The fact that I’ve been a devoted music listener for over 25 years has turned me into a bit of a jaded prick, if you’ll excuse my language. But when I cued up The Hackish, my ears perked up, and I noticed my head started banging. The purity and honesty of their unbridled brutality struck a chord with me. I got the impression that they were on a mission to deliver an undiluted barrage of uncompromising musical aggression. On their Facebook page, under ‘Description’, it says:
Sounds like a chainsaw demonstrating the birds and the bees through the back of an unsuspecting head.
Subtle they are not.
The Hackish formed in 2006 in North Port, Florida. They’ve gone through many line-up changes, even performing as a two-piece, utilizing programmed tracks to fill out their sound. Basically, core members Andrew and Sandy did whatever it took to keep the onslaught going. Taking time off to wait for the right people seemed out of the question. They had to keep going, no matter what.
You have to respect that.
Ben, Franklin, Andrew, Sandra. Bassist Adam not pictured.

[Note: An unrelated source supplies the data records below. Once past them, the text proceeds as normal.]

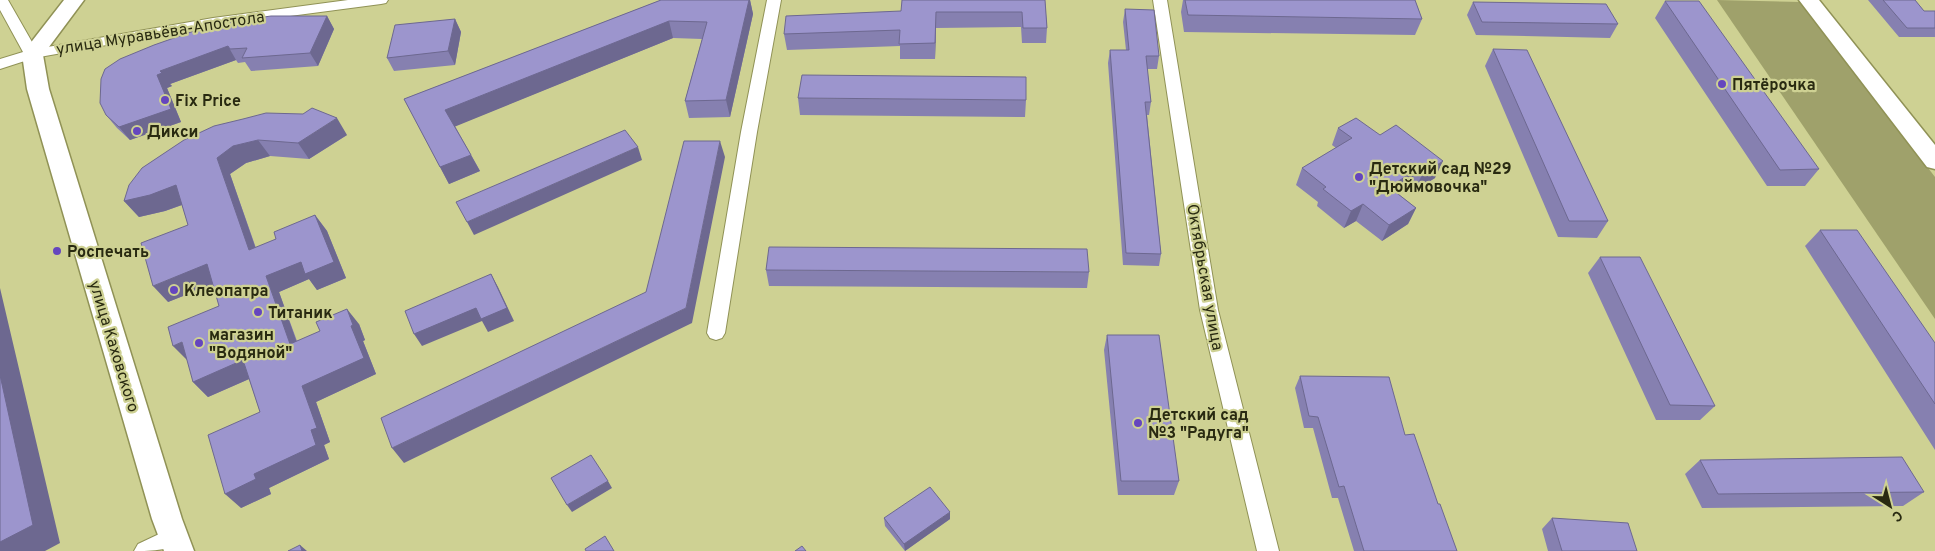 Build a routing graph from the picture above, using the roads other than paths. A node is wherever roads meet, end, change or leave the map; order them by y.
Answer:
1 (1, 0) edge
2 (74, 0) edge
3 (381, 0) edge
4 (774, 0) edge
5 (1160, 0) edge
6 (1809, 0) edge
7 (32, 54) junction
8 (0, 64) edge
9 (1935, 161) edge
10 (716, 333) dead end
11 (176, 544) edge
12 (145, 551) edge
13 (1268, 551) edge

1 - 7 street
2 - 7 main road
3 - 7 street, улица Муравьёва-Апостола
4 - 10 street
5 - 13 street, Октябрьская улица
6 - 9 main road
7 - 8 street, улица Муравьёва-Апостола
7 - 11 main road, улица Каховского
11 - 12 street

All five members took part in the interview: Andrew (guitar, vocals), Sandra (vocals), Adam (bass), Franklin (guitar), and Ben (drums).
Tell me about the origins of The Hackish.
Andrew: The Hackish originally began in 2006, it was a one-man band. Pretty much gore/grind/death metal with distorted bass and subsonic vocals. Me and Sandra were in another band at the time – I won’t say its name, it’s a bad curse on everybody. That band fell by the wayside by 2008. So, I invited Sandy, and our other guitar player at the time to form what became The Hackish on the ruins of that other band. It was basically the same type of music, which I had written. So, I just brought it over to what The Hackish became.
We’ve had so many line-up changes. We were a five piece briefly in 2009, just for one show. After that pretty much everyone went away and formed another band. Me and Sandy carried on as a two piece with a drum machine. In 2010, Franklin contacted me through Facebook, asking if we’d consider adding another guitar player. I tossed it around for a little while, because we needed a drummer first. But, we agreed to add him, and he’s been around ever since. He’s been a great asset to the band, rounding up what we do.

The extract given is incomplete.